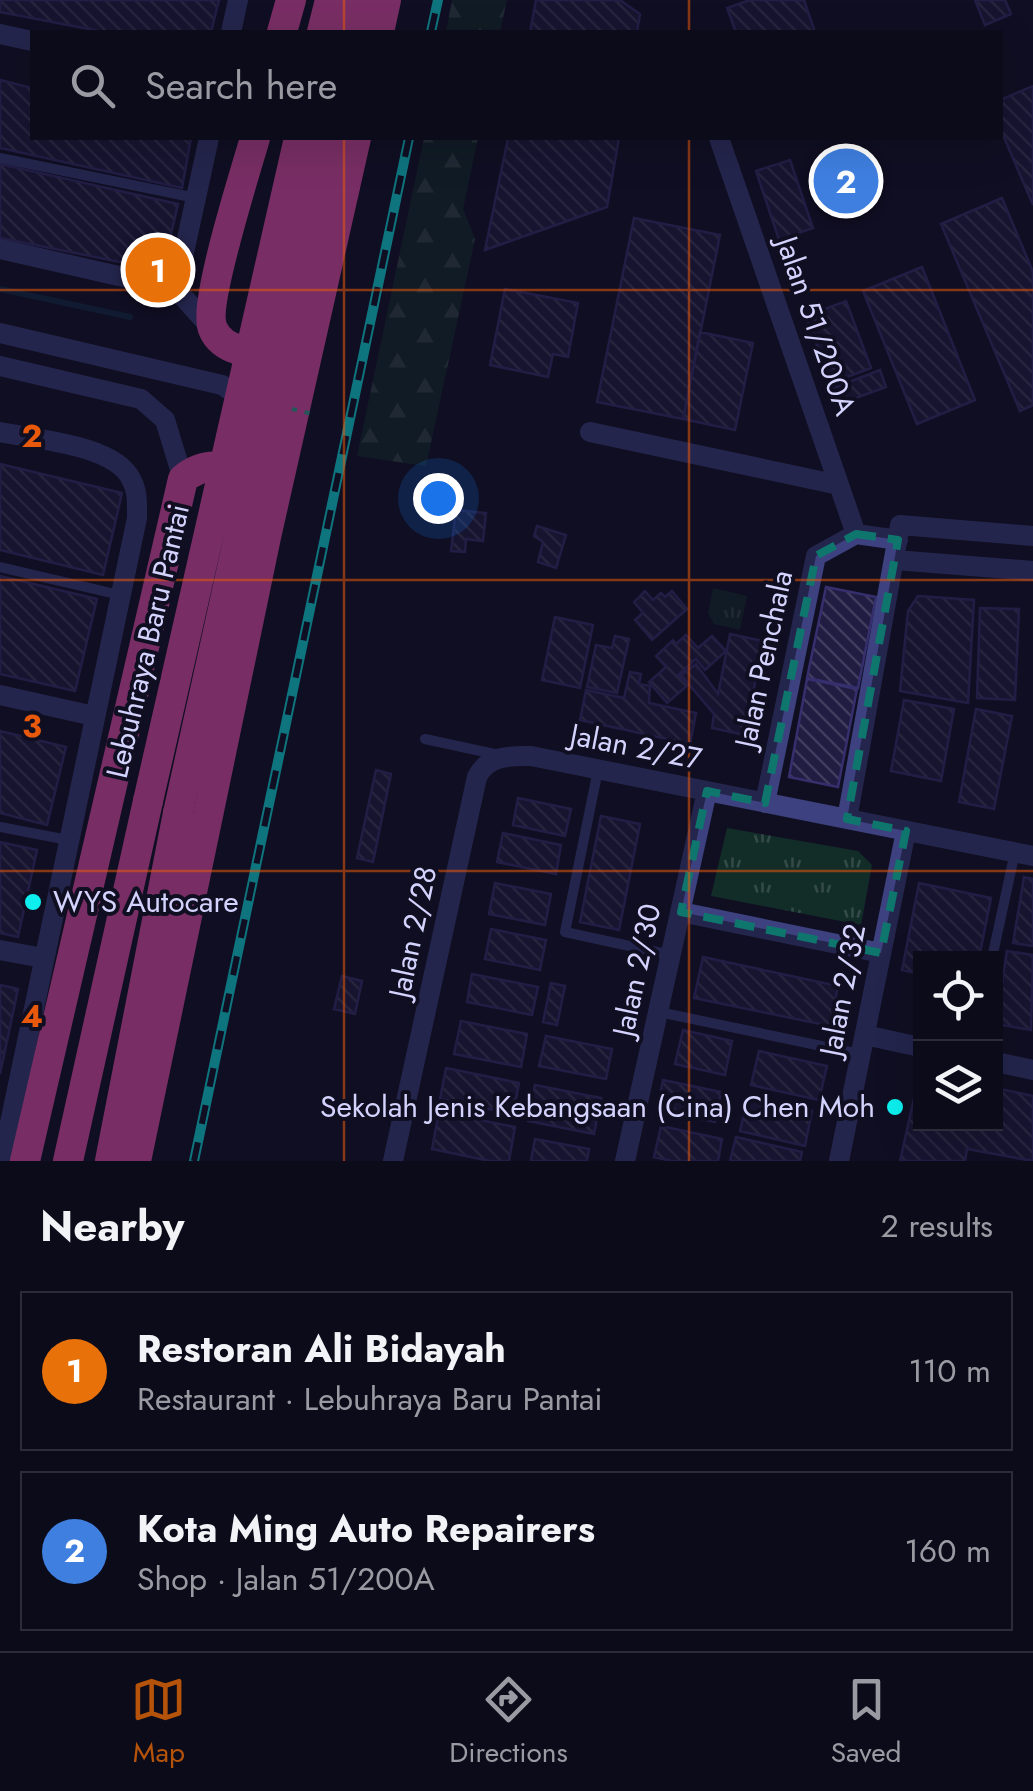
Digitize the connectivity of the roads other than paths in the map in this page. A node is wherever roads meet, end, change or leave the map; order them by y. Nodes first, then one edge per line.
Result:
1 (238, 0) edge
2 (291, 0) edge
3 (330, 0) edge
4 (357, 0) edge
5 (386, 0) edge
6 (231, 30) edge
7 (283, 30) edge
8 (322, 30) edge
9 (350, 30) edge
10 (379, 30) edge
11 (0, 34) edge
12 (30, 41) edge
13 (209, 140) edge
14 (254, 140) edge
15 (298, 140) edge
16 (326, 140) edge
17 (356, 140) edge
18 (720, 140) edge
19 (0, 158) edge
20 (196, 198) junction
21 (0, 249) edge
22 (176, 289) junction
23 (317, 309) junction
24 (212, 329) junction
25 (0, 333) edge
26 (0, 366) edge
27 (0, 432) edge
28 (590, 432) dead end
29 (183, 479) junction
30 (838, 485) junction
31 (856, 534) junction
32 (266, 536) junction
33 (1033, 536) edge
34 (898, 542) junction
35 (0, 567) edge
36 (1033, 572) edge
37 (120, 595) junction
38 (0, 695) edge
39 (94, 716) junction
40 (425, 739) dead end
41 (504, 756) junction
42 (598, 770) junction
43 (707, 791) junction
44 (765, 803) junction
45 (847, 819) junction
46 (0, 827) edge
47 (906, 831) junction
48 (68, 840) junction
49 (1024, 854) edge
50 (681, 912) junction
51 (0, 950) edge
52 (994, 951) edge
53 (881, 952) junction
54 (671, 955) junction
55 (42, 958) junction
56 (658, 1012) junction
57 (863, 1045) junction
58 (913, 1047) edge
59 (1003, 1064) edge
60 (1033, 1070) edge
61 (2, 1161) edge
62 (25, 1161) edge
63 (68, 1161) edge
64 (110, 1161) edge
65 (136, 1161) edge
66 (394, 1161) edge
67 (625, 1161) edge
68 (839, 1161) edge

1 - 6 street
2 - 7 highway
3 - 8 highway
4 - 9 highway
5 - 10 highway
11 - 12 street
13 - 20 street
14 - 24 highway
15 - 63 highway, Lebuhraya Baru Pantai, bridge
16 - 64 highway, bridge
17 - 23 highway
18 - 30 street, Jalan 51/200A
19 - 20 lane
20 - 22 street
21 - 22 street
22 - 24 street
23 - 24 highway
23 - 32 highway
25 - 32 street
26 - 29 street
27 - 37 street
28 - 30 street
29 - 32 highway
29 - 62 highway
30 - 31 street, Jalan 51/200A
31 - 34 street
31 - 44 street, Jalan Penchala
32 - 65 highway
33 - 34 street
34 - 36 street
34 - 45 street
35 - 37 lane
37 - 39 street
38 - 39 street
39 - 48 street
40 - 41 lane
41 - 42 street, Jalan 2/27
41 - 66 street, Jalan 2/28
42 - 43 street, Jalan 2/27
42 - 54 lane
43 - 44 street, Jalan 2/27
43 - 50 street, Jalan 2/30
44 - 45 street, Jalan 2/27
45 - 47 street, Jalan 2/27
46 - 48 lane
47 - 49 street, Jalan 2/27
47 - 53 street, Jalan 2/32
48 - 55 street
49 - 52 lane
50 - 53 street
50 - 54 street, Jalan 2/30
51 - 55 street
53 - 57 street, Jalan 2/32
54 - 56 street, Jalan 2/30
55 - 61 street
56 - 57 lane
56 - 67 street, Jalan 2/30
57 - 58 street
57 - 68 street, Jalan 2/32
59 - 60 street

### [WHAT THE TASK REQUIRES]
Lines with "dead" in the records above: copy every one of them.

### [SOLVED PROBLEM]
28 (590, 432) dead end
40 (425, 739) dead end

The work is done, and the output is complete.